Asia

Killing of civilians: Is this the US reply to a ‘spring offensive’?

In disturbingly familiar scenes since the beginning of America’s War on Terror, 16 civilians were killed and 24 wounded on the main highway from Jalalabad to the Pakistan border on Sunday as US troops opened fire on a road full of cars and people going about their everyday business.

One eyewitness, Tur Gul, commenting on the behaviour of US troops said; "They were firing everywhere, and they even opened fire on 14 to 15 vehicles passing on the highway….They opened fire on everybody, the ones inside the vehicles and the ones on foot."  Another man described how all five members of his family were killed in the shooting saying, “American bullets murdered my family … it's tyranny and injustice”

The immediate US response to the tragedy has been to blame the innocent loss of life on insurgents claiming that US forces only retaliated to a car bombing by Taleban forces. However, this has been disputed by other credible sources such as the hospital treating the injured stating that all the victims appear to have suffered bullet wounds and not shrapnel consistent with a car bomb explosion.

Further evidence of US complicity in the attack has been revealed by Associated Press (AP) journalists who have complained that US troops immediately seized journalists’ photographs and video footage of the dead after the atrocity and threatened journalists arriving at the scene from airing any of their pictures.

These killings come on the background of increasing difficulties for US and NATO troops 5 ½ years after the occupation of Afghanistan. Initial resistance to US forces by the Taleban in southern Afghanistan has evolved into a mass, large scale resistance movement led by indigenous Pashtun tribes and villages as local people have vented their fury and anger at coalition troops and their ‘operation enduring freedom’. This last year has seen fierce fighting in many districts such as Helmand, rising coalition fatalities, and a resurgent Taleban have taken over a number of villages from NATO forces.

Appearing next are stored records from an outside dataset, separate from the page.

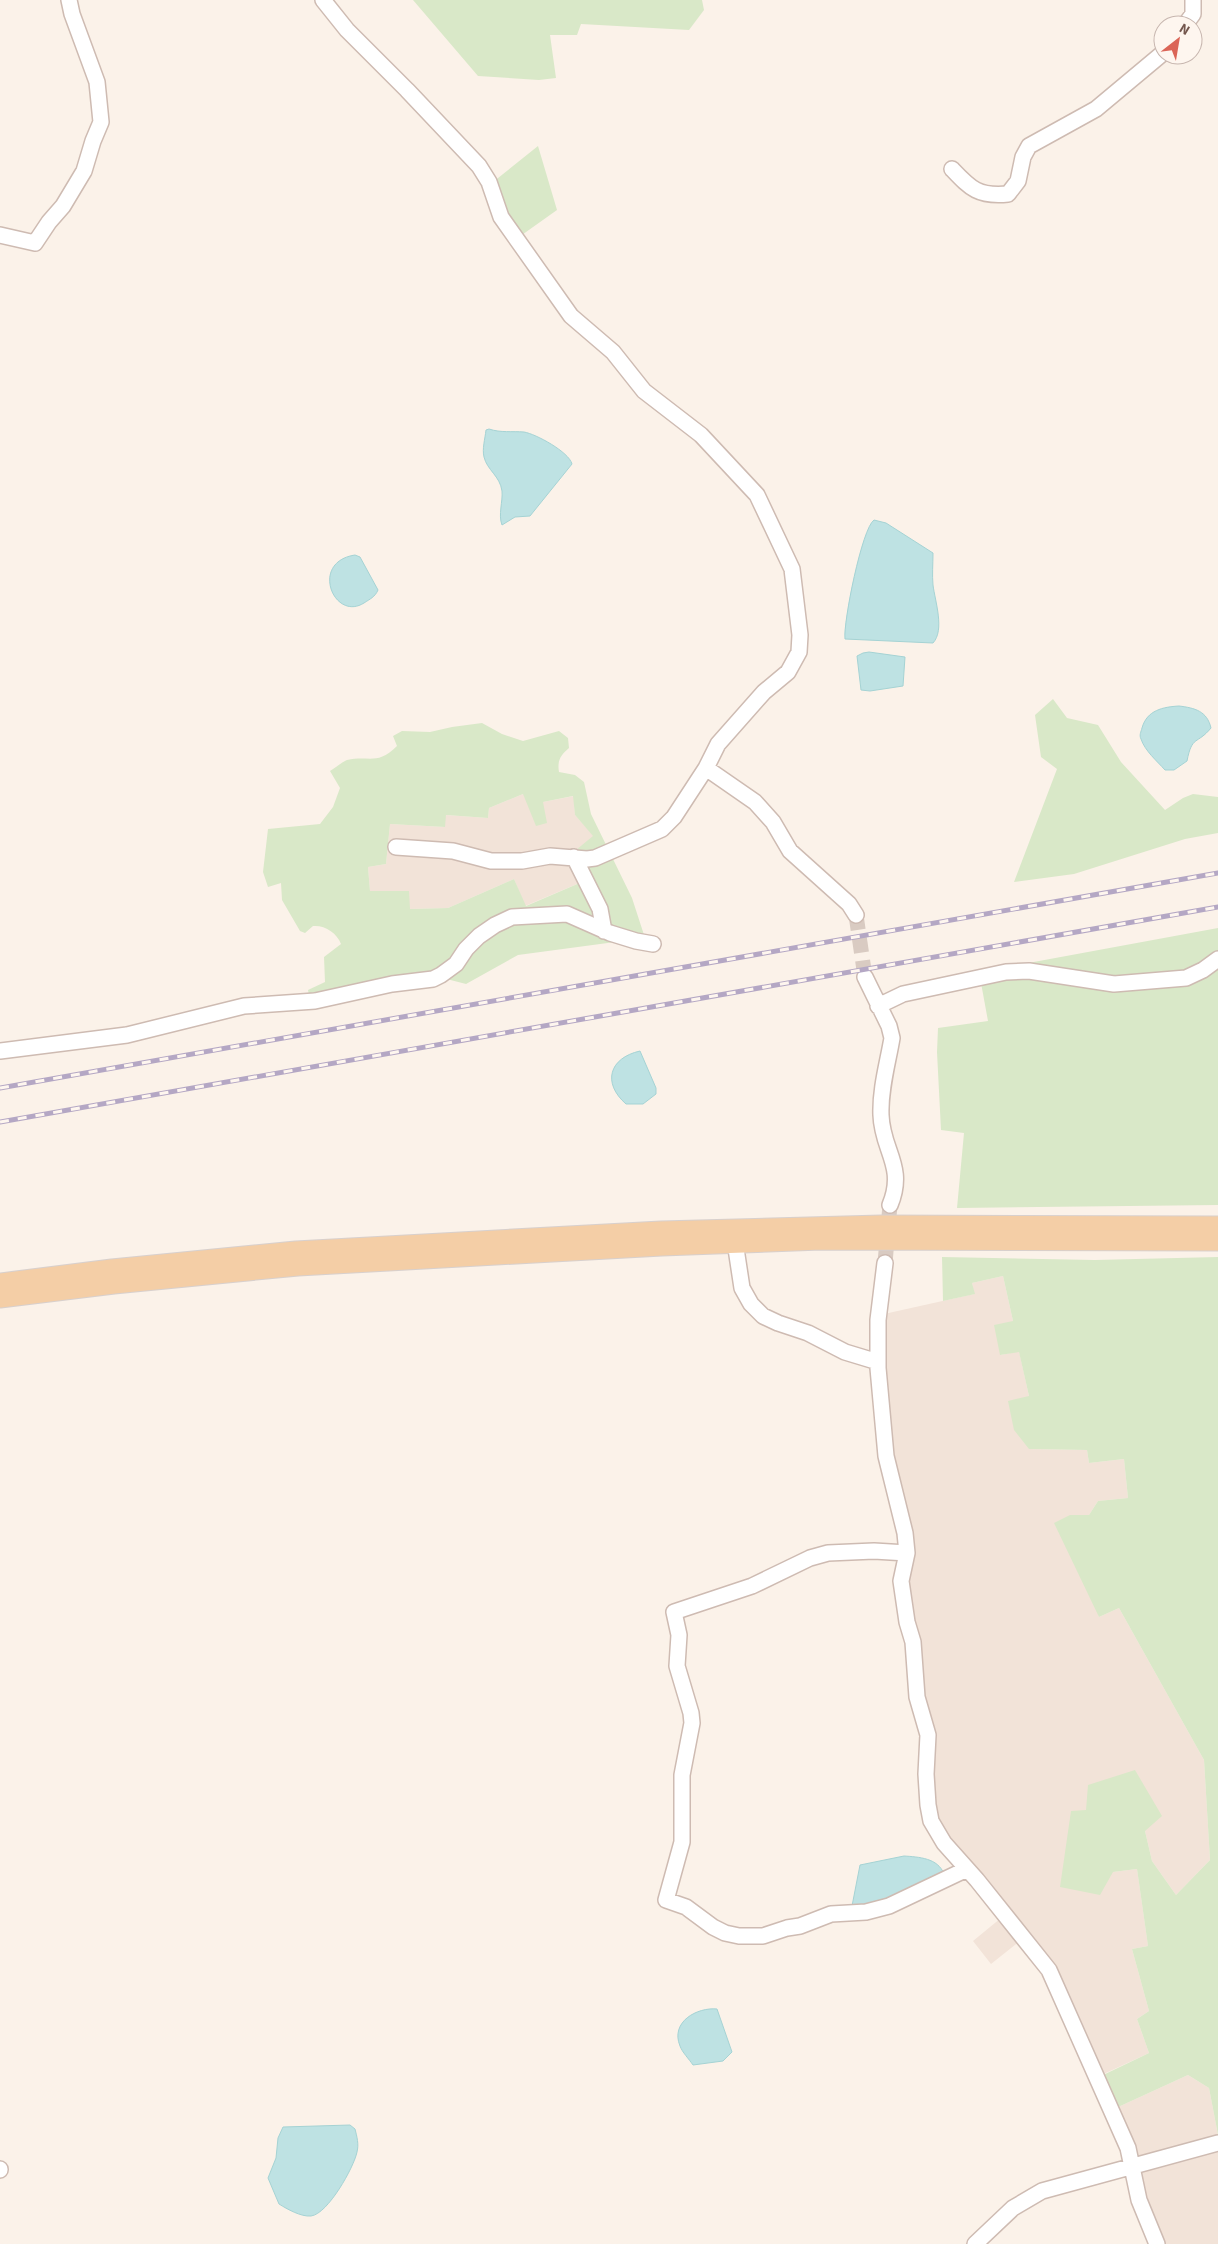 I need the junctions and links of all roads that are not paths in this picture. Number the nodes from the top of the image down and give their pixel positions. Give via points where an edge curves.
1 (69, 0) edge
2 (323, 0) edge
3 (1194, 0) edge
4 (1192, 15) edge
5 (1153, 61) edge
6 (952, 169) dead end
7 (0, 235) edge
8 (706, 768) junction
9 (396, 847) dead end
10 (574, 857) junction
11 (856, 915) tunnel mouth
12 (604, 931) junction
13 (653, 944) dead end
14 (1218, 959) edge
15 (864, 978) tunnel mouth
16 (878, 1006) junction
17 (0, 1051) edge
18 (890, 1205) tunnel mouth
19 (1218, 1226) edge
20 (1218, 1241) edge
21 (736, 1242) junction
22 (885, 1263) tunnel mouth
23 (0, 1283) edge
24 (0, 1298) edge
25 (878, 1362) junction
26 (907, 1553) junction
27 (967, 1869) junction
28 (1218, 2143) edge
29 (1134, 2167) junction
30 (975, 2244) edge
31 (1157, 2244) edge

1 - 7 street via 97,82 102,122 84,171 35,243
2 - 8 street via 347,30 479,166 489,182 500,217 571,316 613,352 644,391 701,435 757,495 792,568 800,635 798,652 788,672 764,692 718,744
3 - 4 street
5 - 6 street via 1096,109 1029,146 1018,181 1008,194 972,189
8 - 10 street via 674,817 662,829 595,858
8 - 11 street via 760,807 790,851 849,904
9 - 10 street via 453,851 491,862
10 - 12 street via 600,909
12 - 13 street
12 - 17 street via 567,914 512,917 479,936 456,964 432,979 392,984 316,1001 244,1006 127,1034
14 - 16 street via 1186,978 1114,984 1029,971 1006,972 903,994
15 - 16 street
16 - 18 street via 892,1038 881,1114 896,1173 896,1189
19 - 23 main road via 855,1225 661,1231 296,1251
20 - 21 main road
21 - 24 main road via 298,1266
21 - 25 street via 742,1288 756,1310 770,1320 808,1333 845,1352
22 - 25 street via 878,1320
25 - 26 street via 886,1456
26 - 27 street via 902,1581 913,1642 916,1697 928,1735 928,1805 934,1828
26 - 27 street via 874,1551 810,1558 752,1586 674,1612 679,1635 677,1666 692,1712 692,1723 682,1775 682,1842 666,1900 686,1907 725,1934 763,1936 831,1914 866,1912 889,1906
27 - 29 street via 1049,1970
28 - 29 street
29 - 30 street via 1054,2187 1030,2197 1006,2214
29 - 31 street via 1139,2200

As a result, coalition troops have been unable to counter this resistance and the UK government has had to send reinforcements as no other European countries have been willing to send their armed personnel into such a situation.

Within the last few days, the US has been forced to concede that the puppet Hamid Karzai government which it originally hand picked does not have any real authority outside of Kabul. Hence, the visit of Dick Cheney on the 27th February and the deployment of the US aircraft carrier John C Stennis in the northern Arabian Sea indicate the dangers to America’s continued presence in Afghanistan.

The US administration has been talking of an impending ‘spring offensive’ by Taleban and Afghani resistance forces against coalition troops. Last month, George W Bush said, “The snow is going to melt in the Hindu Kush Mountains, and when it does we can expect fierce fighting to continue. The Taliban and al Qaeda are preparing to launch new attacks…This spring there is going to be a new offensive in Afghanistan, and it's going to be a NATO offensive”

If the indiscriminate firing and killing of civilians is the NATO reply to a spring offensive then this reveals the desperate position US and UK forces now find themselves in. Overstretched in the quagmire of Iraq, abandoned and isolated by the European Union into supporting their occupation of Afghanistan, facing increasing casualties and fatalities with a client regime that has no grass roots support the first stop in America’s war on terror is beginning to unravel at an alarming pace. Deep down the US administration knows that its strategy of occupying Muslim countries and imposing western values through the presence of foreign troops was doomed to failure. The tragic loss of life is further evidence that this is now the beginning of the end of this futile policy.